Also: sky watching and wondering in Cielo; sympathy for Nico and violence and Mark Wahlberg at Mile 22

It’s getting to be time already to think about the Film Festival. It’s still a month and a half away but cardholders get a preview today (Friday) with a free screening of one of its films. My Generation is about swinging Britain in the 1960s. Michael Caine narrates and iconic stars appear.

Also today, card holders can get first crack at buying this year’s passes, and at a 25% discount. Regular sales start next Thursday (online) and in a month (in person). The program will be online Sept 6. Coming close.

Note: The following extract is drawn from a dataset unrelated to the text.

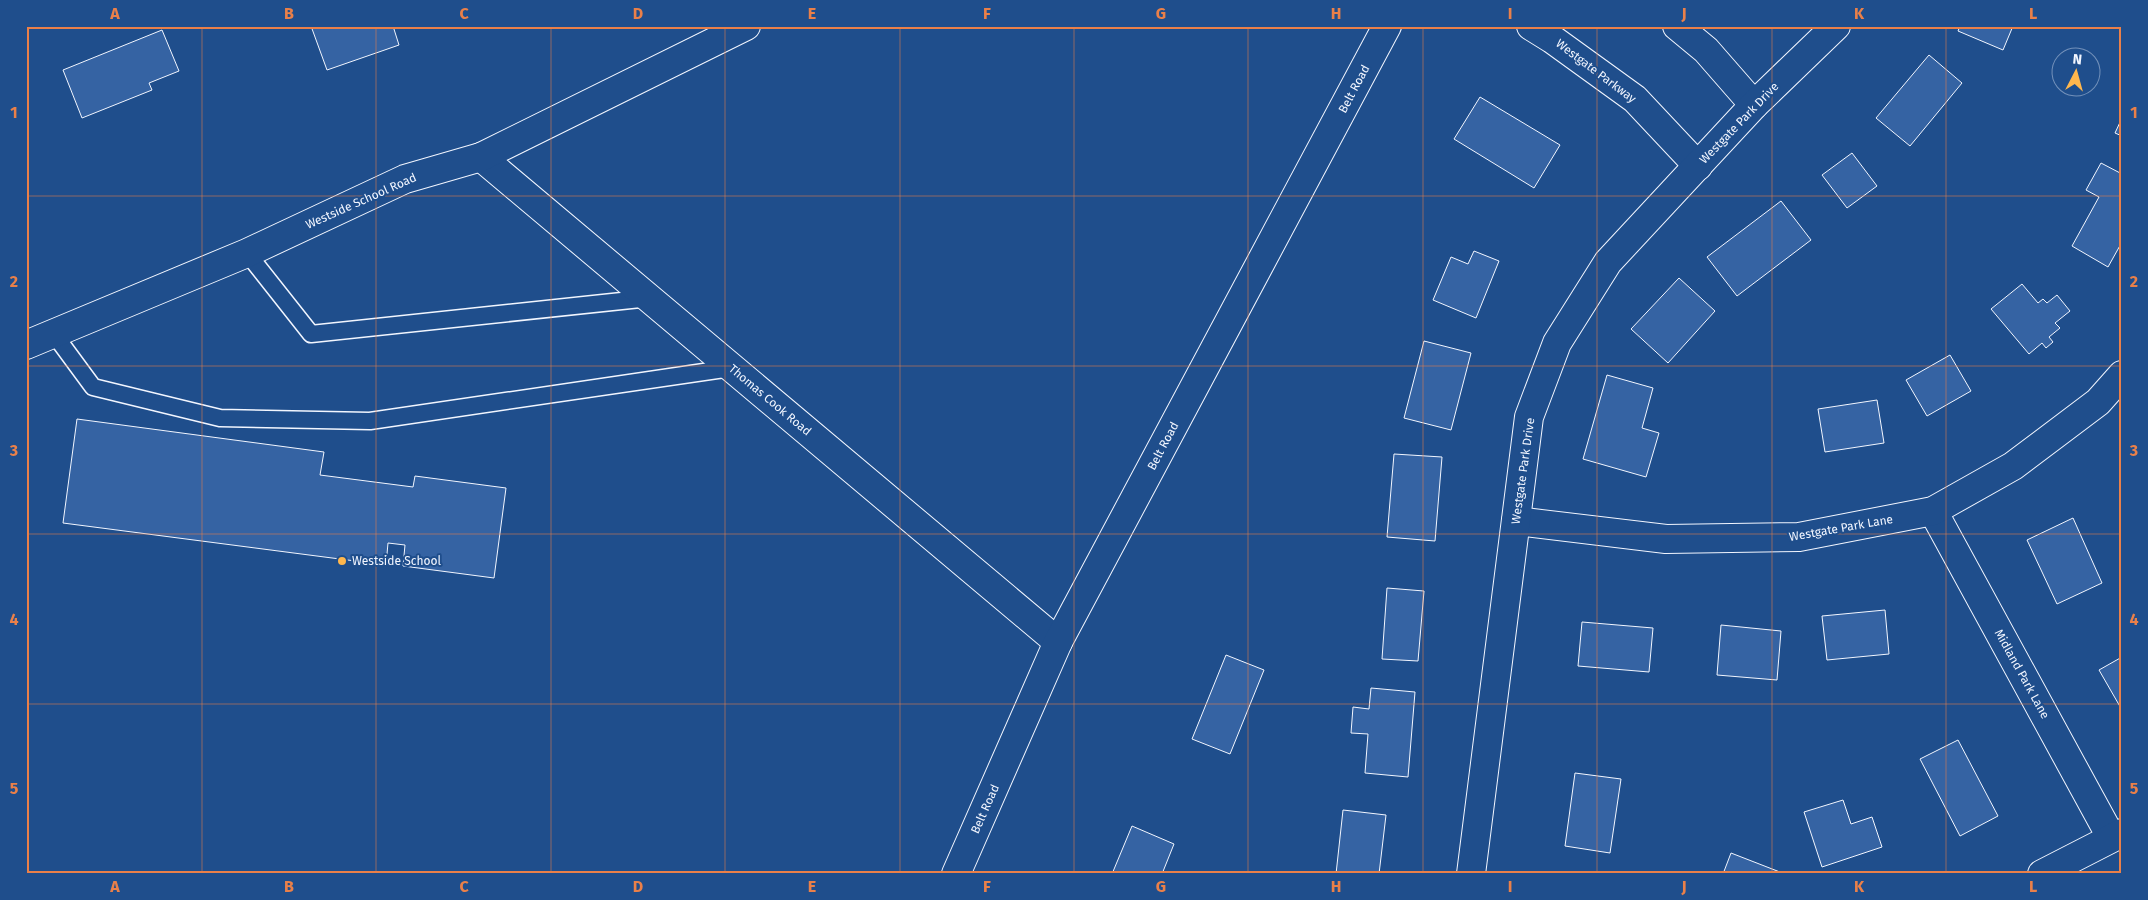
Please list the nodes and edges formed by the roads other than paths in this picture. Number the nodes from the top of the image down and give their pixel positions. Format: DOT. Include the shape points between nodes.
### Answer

Meanwhile, here’s what’s new in town:

Crazy Rich Asians: 4 stars

Alpha: 3

Wall: 4

Cielo: 3 ½

Nico: 3

Mile 22: 2

CRAZY RICH ASIANS: Much has been written about the socio-cultural importance of this movie. You know the first major Hollywood film in 25 years with an all-Asian cast. That’s significant, I’m sure, though not surprising. China is now such a key market for the American film industry that making this one doesn’t seem like that much of a gamble; more probably a natural evolution playing to where the money is. Add in that it’s from a very popular book—the first of a trilogy—and you can appreciate why some screenings have already been selling out since it opened on Wednesday. There’s even a clip in the end credits that seems to be pointing to a sequel. But enough of this background. How is it as a movie?

 

Very good, I say. This is a colorful, glitzy romantic comedy like Hollywood used to make decades ago. It’s got stock character types and standard story lines but they feel new and there’s a bounce in how they come at us. The actors and the settings—in an ultra-opulent society of Chinese in Singapore—are beautiful. The central predicament is about the demands of family and at times that reminded me of some Bollywood movies.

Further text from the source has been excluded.